Masalah Limbah Fesyen Dinilai akan Terus Berkembang, Ini Alasannya

Limbah tekstil dinilai menjadi masalah yang serius karena sulit diproses.

Rep: Gumanti Awaliyah/ Red: Nora Azizah
Tidak seperti sampah rumah tangga, yang lebih mungkin dikumpulkan dan diproses oleh pemerintah daerah, tidak ada yang secara langsung bertanggung jawab untuk mengumpulkan atau memproses limbah tekstil.
Foto: www.freepik.com
Tidak seperti sampah rumah tangga, yang lebih mungkin dikumpulkan dan diproses oleh pemerintah daerah, tidak ada yang secara langsung bertanggung jawab untuk mengumpulkan atau memproses limbah tekstil.
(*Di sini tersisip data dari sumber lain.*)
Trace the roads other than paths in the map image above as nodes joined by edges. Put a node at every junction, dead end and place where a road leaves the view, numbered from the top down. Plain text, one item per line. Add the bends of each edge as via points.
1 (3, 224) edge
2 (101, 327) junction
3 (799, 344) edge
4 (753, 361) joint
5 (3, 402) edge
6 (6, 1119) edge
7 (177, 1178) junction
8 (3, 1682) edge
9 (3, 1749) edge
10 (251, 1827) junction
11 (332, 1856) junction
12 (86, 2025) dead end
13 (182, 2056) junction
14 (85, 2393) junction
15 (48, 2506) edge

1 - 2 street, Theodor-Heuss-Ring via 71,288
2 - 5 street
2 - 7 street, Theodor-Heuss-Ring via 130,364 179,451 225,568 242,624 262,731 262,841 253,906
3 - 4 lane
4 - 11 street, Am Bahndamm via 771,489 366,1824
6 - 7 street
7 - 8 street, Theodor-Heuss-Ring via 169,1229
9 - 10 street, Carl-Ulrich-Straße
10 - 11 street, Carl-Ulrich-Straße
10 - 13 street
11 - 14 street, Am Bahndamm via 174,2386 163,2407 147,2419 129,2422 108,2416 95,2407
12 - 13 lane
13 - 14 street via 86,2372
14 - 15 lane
REPUBLIKA.CO.ID, JAKARTA -- Di sebuah pekarangan berdebu di tepi padang pasir sekitar 160 kilometer dari Expo City Dubai, tempat berlangsungnya COP28, 20 ton sampah tekstil membusuk, pakaian-pakaian yang tumpah keluar dari bal-bal yang dibungkus plastik. Kehadirannya menggarisbawahi tantangan yang dihadapi industri fesyen dalam hal mengumpulkan, menyortir, mendaur ulang pakaian.

Asal muasal sampah tersebut tidak diketahui secara pasti, demikian menurut pemerhati fashion Dubai, Anita Nouri. Namun, hal ini bukanlah hal aneh di perdagangan global dalam mengangkut pakaian bekas atau pakaian yang tidak diinginkan dari satu pasar ke pasar lainnya tanpa memberikan tanggung jawab kepada siapa pun - baik jenama, peritel, maupun eksportir - atas apa yang terjadi pada pakaian-pakaian tersebut.

Baca Juga

Uni Emirat Arab (UEA) adalah salah satu importir pakaian bekas terbesar di dunia, menurut OEC, dan ada lebih dari 40 "zona bebas multidisiplin" di negara ini: area di mana investor asing dapat memiliki kepemilikan penuh atas perusahaan mereka dan sekarang dikenal sebagai titik-titik utama untuk mengimpor pakaian bekas karena adanya pengecualian finansial dan peraturan independen. Zona bebas telah menimbulkan masalah dengan limbah di negara-negara lain dan di Gurun Atacama Chili, sekitar 60 ribu ton limbah tekstil menumpuk - sisa-sisa yang tidak dapat dijual yang diimpor melalui zona bebas Alto Hospicio.

Patsy Perry, pakar fashion marketing di Manchester Metropolitan University, mengatakan bahwa hal ini menjadi masalah yang terus berkembang.